All of the data should be given again word for word, though the images are to be left out.

• **DATA SHOWN**:
________________________
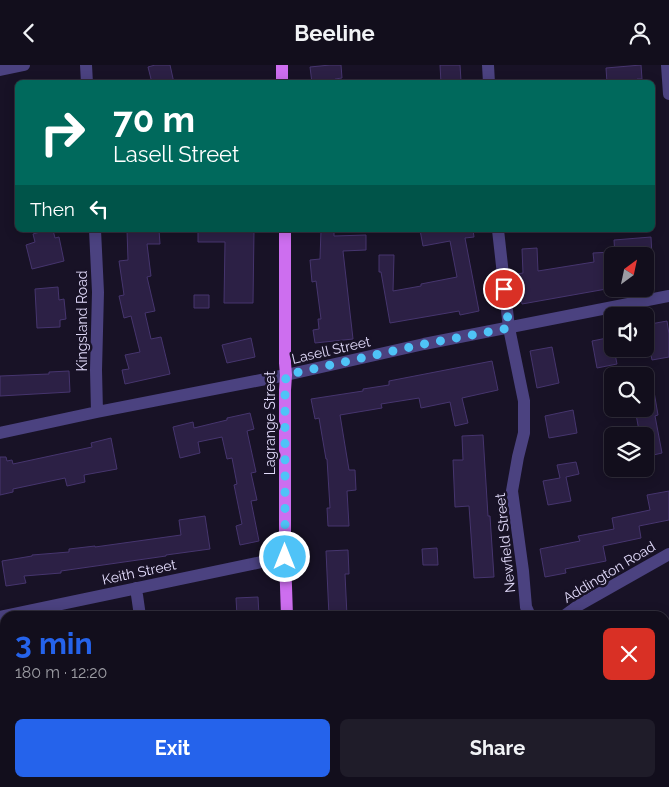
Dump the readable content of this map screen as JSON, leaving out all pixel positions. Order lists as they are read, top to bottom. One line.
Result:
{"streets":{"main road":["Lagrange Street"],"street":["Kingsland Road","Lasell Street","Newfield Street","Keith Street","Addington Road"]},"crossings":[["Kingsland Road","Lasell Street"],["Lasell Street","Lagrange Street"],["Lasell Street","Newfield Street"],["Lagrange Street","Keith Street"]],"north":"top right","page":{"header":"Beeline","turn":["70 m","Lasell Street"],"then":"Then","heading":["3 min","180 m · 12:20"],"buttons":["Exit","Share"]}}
________________________
• **SOLUTION TO THE PROBLEM**:
Dump the readable content of this map screen as JSON, leaving out all pixel positions. Order lists as they are read, top to bottom. One line.
Result:
{"streets":{"main road":["Lagrange Street"],"street":["Kingsland Road","Lasell Street","Newfield Street","Keith Street","Addington Road"]},"crossings":[["Kingsland Road","Lasell Street"],["Lasell Street","Lagrange Street"],["Lasell Street","Newfield Street"],["Lagrange Street","Keith Street"]],"north":"top right","page":{"header":"Beeline","turn":["70 m","Lasell Street"],"then":"Then","heading":["3 min","180 m · 12:20"],"buttons":["Exit","Share"]}}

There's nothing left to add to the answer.